Key Themes
Technology
New technologies are changing the shape of victim services, enabling states to process compensation claims more quickly, track grantee activities and progress, and capture data that informs decisionmaking and programming.
Program Spotlight
Arizona and Missouri
Crime Victim Services in the Arizona Department of Public Safety uses a Web-based automated system that reduces long-term grant management costs. Through the system, the state can
- Accept applications.
- Conduct peer reviews.
- Create contracts.
- Collect data.
- Reimburse grantees.
- Measure outcomes.
- Track progress toward project goals, including delinquencies.
Peer review comments and scores are entered directly into the system. Both successful and unsuccessful applicants can see reviewers’ feedback specifically for their application. This feedback is valuable to grant writers for improving future applications.

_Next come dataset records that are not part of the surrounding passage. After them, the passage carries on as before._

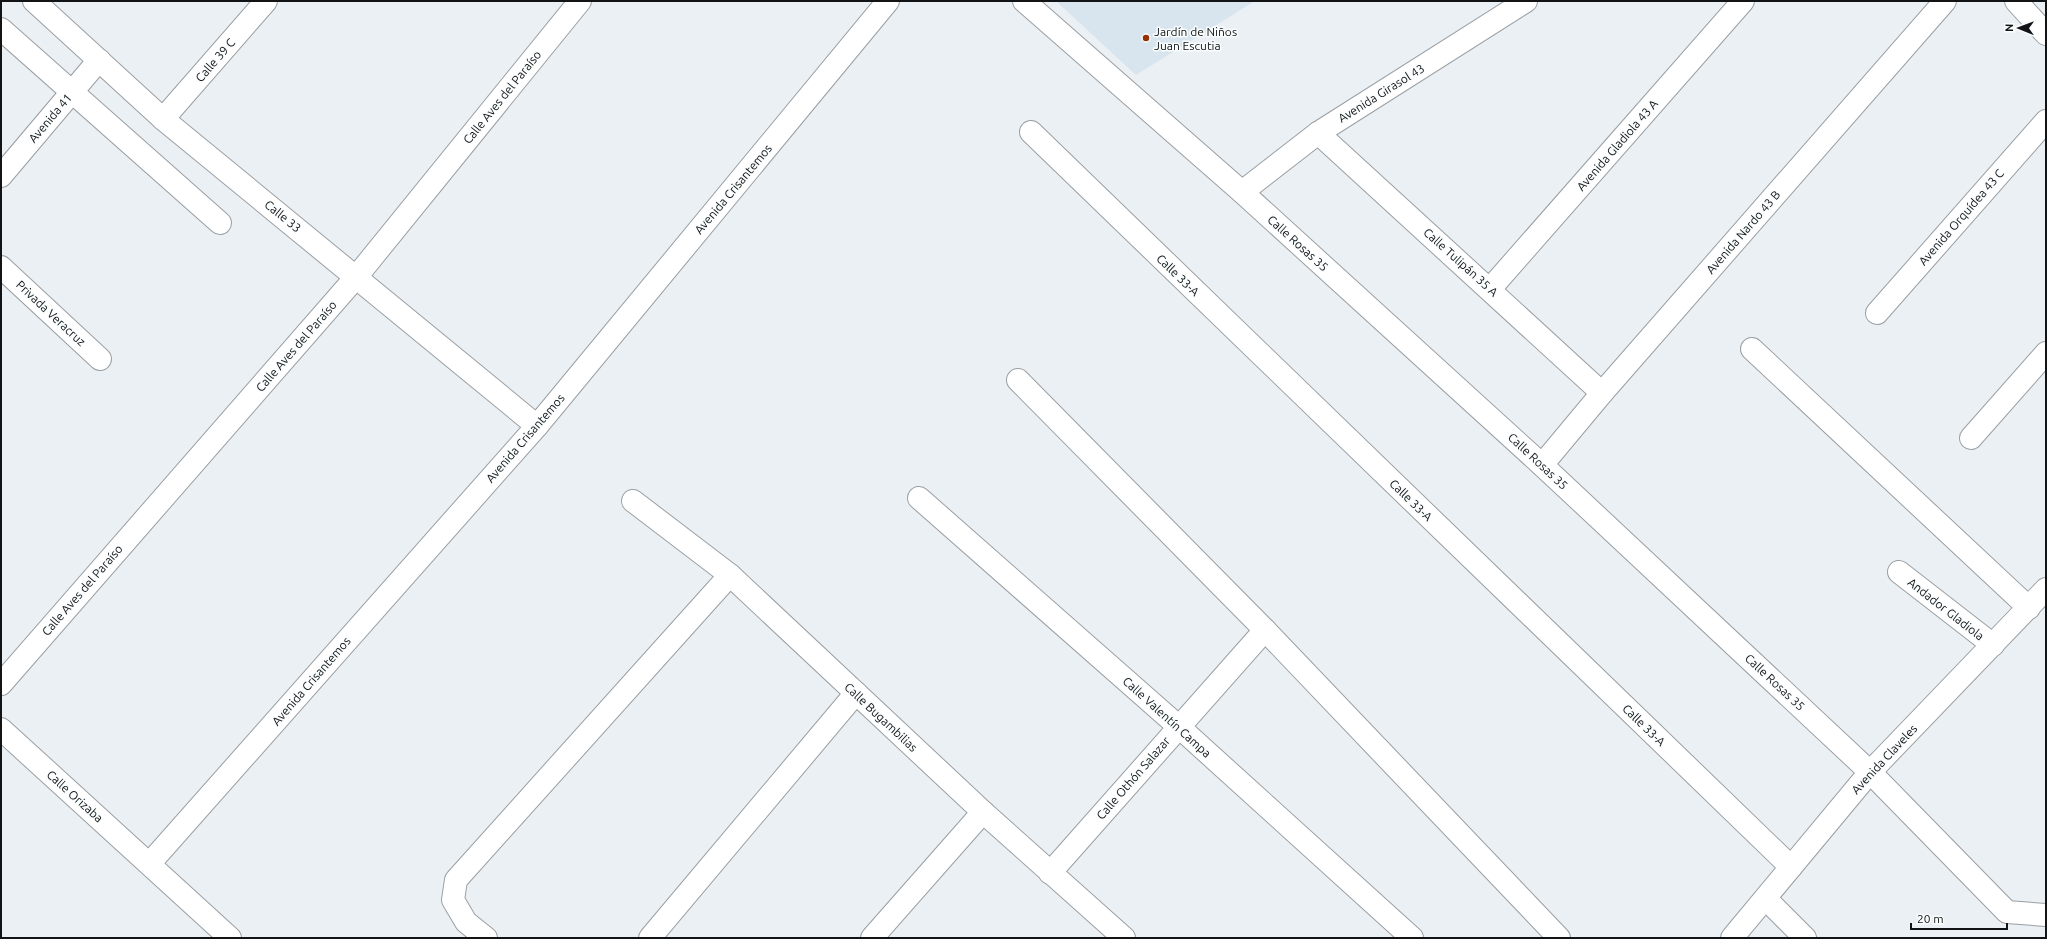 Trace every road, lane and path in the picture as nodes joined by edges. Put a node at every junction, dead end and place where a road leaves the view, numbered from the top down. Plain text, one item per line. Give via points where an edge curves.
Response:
1 (34, 1) edge
2 (266, 1) edge
3 (580, 1) edge
4 (888, 1) edge
5 (1024, 1) edge
6 (1526, 1) edge
7 (1743, 1) edge
8 (1945, 1) edge
9 (2016, 1) edge
10 (1, 30) edge
11 (2046, 34) edge
12 (99, 60) junction
13 (72, 92) junction
14 (163, 119) junction
15 (2046, 121) edge
16 (1031, 132) dead end
17 (1318, 133) junction
18 (1, 176) edge
19 (1242, 192) junction
20 (220, 222) dead end
21 (1, 267) edge
22 (357, 276) junction
23 (1490, 289) junction
24 (1877, 313) dead end
25 (1752, 349) dead end
26 (2046, 353) edge
27 (100, 359) dead end
28 (1018, 380) dead end
29 (1602, 393) junction
30 (537, 426) junction
31 (1971, 438) dead end
32 (1542, 465) junction
33 (919, 498) dead end
34 (633, 501) dead end
35 (1900, 572) dead end
36 (730, 575) junction
37 (2046, 589) edge
38 (2030, 608) junction
39 (1265, 630) junction
40 (1993, 645) junction
41 (1, 684) edge
42 (856, 693) junction
43 (1178, 726) junction
44 (1, 729) edge
45 (1870, 772) junction
46 (983, 812) junction
47 (150, 863) junction
48 (1791, 867) junction
49 (1050, 872) junction
50 (1766, 899) junction
51 (2046, 915) edge
52 (1123, 937) edge
53 (230, 938) edge
54 (486, 938) edge
55 (650, 938) edge
56 (872, 938) edge
57 (1412, 938) edge
58 (1559, 938) edge
59 (1732, 938) edge
60 (1805, 938) edge

1 - 12 street, Calle 33
2 - 14 street, Calle 39 C
3 - 22 street, Calle Aves del Paraíso
4 - 30 street, Avenida Crisantemos
5 - 19 street, Calle Rosas 35
6 - 17 street, Avenida Girasol 43
7 - 23 street, Avenida Gladiola 43 A
8 - 29 street, Avenida Nardo 43 B
9 - 11 street
10 - 13 street
12 - 13 street, Avenida 41
12 - 14 street, Calle 33
13 - 18 street, Avenida 41
13 - 20 street
14 - 22 street, Calle 33
15 - 24 street, Avenida Orquídea 43 C
16 - 48 street, Calle 33-A
17 - 19 street, Avenida Girasol 43
17 - 23 street, Calle Tulipán 35 A
19 - 32 street, Calle Rosas 35
21 - 27 street, Privada Veracruz
22 - 30 street, Calle 33
22 - 41 street, Calle Aves del Paraíso
23 - 29 street, Calle Tulipán 35 A
25 - 38 street
26 - 31 street
28 - 39 street
29 - 32 street, Avenida Nardo 43 B
30 - 47 street, Avenida Crisantemos
32 - 45 street, Calle Rosas 35
33 - 43 street, Calle Valentín Campa
34 - 36 street, Calle Bugambilias
35 - 40 street, Andador Gladiola
36 - 42 street, Calle Bugambilias
36 - 54 street via 456,880 453,900 466,922
37 - 38 street, Avenida Claveles
38 - 40 street, Avenida Claveles
39 - 43 street, Calle Othón Salazar
39 - 58 street
40 - 45 street, Avenida Claveles
42 - 46 street, Calle Bugambilias
42 - 55 street
43 - 49 street, Calle Othón Salazar
43 - 57 street, Calle Valentín Campa
44 - 47 street, Calle Orizaba
45 - 48 street, Avenida Claveles
45 - 51 street, Calle Rosas 35 via 2007,912
46 - 49 street, Calle Bugambilias
46 - 56 street
47 - 53 street, Calle Orizaba
48 - 50 street, Avenida Claveles
49 - 52 street, Calle Bugambilias
50 - 59 street, Avenida Claveles
50 - 60 street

Missouri customized a similar Internet-based grant management system to include salary information for service providers who are funded by VOCA through grants. The system enables Missouri to compare victim services salaries to equivalent positions in other nonprofit sectors.
Colorado
The Crime Victim Compensation Program for the Seventeenth Judicial District in Brighton, Colorado, has gone almost entirely paperless. Reports are now scanned, queued until they are assigned to victim files, and managed from a central storage drive. To convey case files to board members for review, program staff load case summaries and relevant documents into an encrypted online document management system. Board members use their district-issued tablets to access the documents, review claims, and prepare for monthly meetings.
Illinois and Washington
InfoNet is a Web-based data collection and reporting system of non-identifying client service data. InfoNet collects service data per client and meets the reporting requirements for VOCA, the Violence Against Women Act, the Family Violence Prevention and Services Act, and state funding sources. Both Illinois and Washington have InfoNet systems. Client-identifying data, such as name and date of birth, are kept outside the system to ensure confidentiality. The database facilitates data entry for local providers through dropdown menus, check boxes, and automatic calculations, when possible. The system is designed to ensure that program sites can easily comply with reporting guidelines that vary widely while avoiding duplicative data collection. The system tracks services provided to a wide variety of crime victims, including clients who might have been victims of multiple crimes and services provided to secondary victims. User agencies also run internal reports analyzing staff workload for administrative purposes.